This can be useful before inserting data into a database to made sorting easier.
Technique 1
It's a simple using the sun.text.Normalizer class. However, since the class is in sun.* package,
it is considered outside of the Java platform, can be different across OS platforms
(Solaris, Windows, Linux, Macintosh, etc.) and can change at any time without notice
with SDK versions (1.2, 1.2.1, 1.2.3, etc). In general, writing java programs that rely on
sun.* is risky: they are not portable, and are not supported.
For an alternative to the sun.text.Normalizer class, you may to take a look at IBM's ICU4J project on SourceForge.
We are calling the normalize() with the option DECOMP (for decomposition, see Unicode Normalization). So if we pass à, the method returns a + ` . Then using a regular expression, we clean up the string to keep only valid US-ASCII characters.
JDK1.4
import sun.text.Normalizer;
public class Accent {
public static String value = "é à î _ @";
public static void main(String args[]) throws Exception{
System.out.println(formatString(value));
// output : e a i _ @
}
public static String formatString(String s) {
String temp = Normalizer.normalize(s, Normalizer.DECOMP, 0);
return temp.replaceAll("[^\\p{ASCII}]","");
}
}A note from ajmacher:
The Normalizer API changed in JDK6... it can now be found in java.text.Normalizer and its usage is slightly different (but enough to break it), so Technique 1 will cause compiler errors in JDK6. Try :
java.text.Normalizer.normalize(s, java.text.Normalizer.Form.NFD);
Technique 2
As an alternative, replaceAll() and regular expressions on a String can also be used :
public class Test {
public static void main(String args[]) {
String s = "È,É,Ê,Ë,Û,Ù,Ï,Î,À,Â,Ô,è,é,ê,ë,û,ù,ï,î,à,â,ô";
s = s.replaceAll("[èéêë]","e");
s = s.replaceAll("[ûù]","u");
s = s.replaceAll("[ïî]","i");
s = s.replaceAll("[àâ]","a");
s = s.replaceAll("Ô","o");
s = s.replaceAll("[ÈÉÊË]","E");
s = s.replaceAll("[ÛÙ]","U");
s = s.replaceAll("[ÏÎ]","I");
s = s.replaceAll("[ÀÂ]","A");
s = s.replaceAll("Ô","O");
System.out.println(s);
// output : E,E,E,E,U,U,I,I,A,A,O,e,e,e,e,u,u,i,i,a,a,o
}
}
Technique 3
While the two techniques above are ok... there are a little bit slow.

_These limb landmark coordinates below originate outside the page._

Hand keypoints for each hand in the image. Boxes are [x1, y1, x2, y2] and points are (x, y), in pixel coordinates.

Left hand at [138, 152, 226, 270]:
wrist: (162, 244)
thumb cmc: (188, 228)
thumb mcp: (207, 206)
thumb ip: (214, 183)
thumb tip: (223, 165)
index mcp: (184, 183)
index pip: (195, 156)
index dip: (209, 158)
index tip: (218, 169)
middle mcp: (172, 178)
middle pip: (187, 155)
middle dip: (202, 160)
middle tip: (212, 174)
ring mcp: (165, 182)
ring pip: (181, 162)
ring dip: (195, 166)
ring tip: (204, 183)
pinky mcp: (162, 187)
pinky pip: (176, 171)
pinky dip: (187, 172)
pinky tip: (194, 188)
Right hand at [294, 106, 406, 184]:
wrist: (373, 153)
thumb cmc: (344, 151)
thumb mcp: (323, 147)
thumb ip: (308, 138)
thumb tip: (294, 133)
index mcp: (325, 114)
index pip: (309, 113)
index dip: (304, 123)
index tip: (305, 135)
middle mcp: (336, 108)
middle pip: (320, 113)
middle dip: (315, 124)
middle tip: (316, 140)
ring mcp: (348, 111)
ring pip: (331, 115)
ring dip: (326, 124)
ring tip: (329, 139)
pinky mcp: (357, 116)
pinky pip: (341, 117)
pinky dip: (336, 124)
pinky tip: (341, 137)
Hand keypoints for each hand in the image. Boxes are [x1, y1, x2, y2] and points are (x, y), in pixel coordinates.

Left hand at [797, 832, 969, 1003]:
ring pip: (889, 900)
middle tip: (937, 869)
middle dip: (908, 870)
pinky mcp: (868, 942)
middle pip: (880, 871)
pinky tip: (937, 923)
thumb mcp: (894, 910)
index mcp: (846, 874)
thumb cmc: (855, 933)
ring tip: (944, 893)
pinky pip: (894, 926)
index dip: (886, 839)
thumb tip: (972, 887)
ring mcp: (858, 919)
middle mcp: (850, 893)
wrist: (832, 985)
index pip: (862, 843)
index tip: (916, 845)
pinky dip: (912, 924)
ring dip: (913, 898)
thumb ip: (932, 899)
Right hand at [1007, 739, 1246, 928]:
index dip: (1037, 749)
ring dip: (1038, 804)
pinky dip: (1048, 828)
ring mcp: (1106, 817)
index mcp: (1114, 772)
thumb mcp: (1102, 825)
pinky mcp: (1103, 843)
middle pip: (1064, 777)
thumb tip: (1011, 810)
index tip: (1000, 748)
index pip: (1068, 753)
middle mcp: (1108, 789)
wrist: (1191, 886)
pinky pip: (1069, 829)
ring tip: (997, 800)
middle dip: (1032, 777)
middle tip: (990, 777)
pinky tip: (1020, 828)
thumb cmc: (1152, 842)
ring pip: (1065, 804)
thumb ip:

The following HowTo is faster because we using one String to contain all the possible characters to be converted and a String with the ASCII equivalent. So we need to detect the position in the first String and then do a lookup in the second String.
public class AsciiUtils {
private static final String PLAIN_ASCII =
"AaEeIiOoUu" // grave
+ "AaEeIiOoUuYy" // acute
+ "AaEeIiOoUuYy" // circumflex
+ "AaOo" // tilde
+ "AaEeIiOoUuYy" // umlaut
+ "Aa" // ring
+ "Cc" // cedilla
;
private static final String UNICODE =
"\u00C0\u00E0\u00C8\u00E8\u00CC\u00EC\u00D2\u00F2\u00D9\u00F9"
+"\u00C1\u00E1\u00C9\u00E9\u00CD\u00ED\u00D3\u00F3\u00DA\u00FA\u00DD\u00FD"
+"\u00C2\u00E2\u00CA\u00EA\u00CE\u00EE\u00D4\u00F4\u00DB\u00FB\u0176\u0177"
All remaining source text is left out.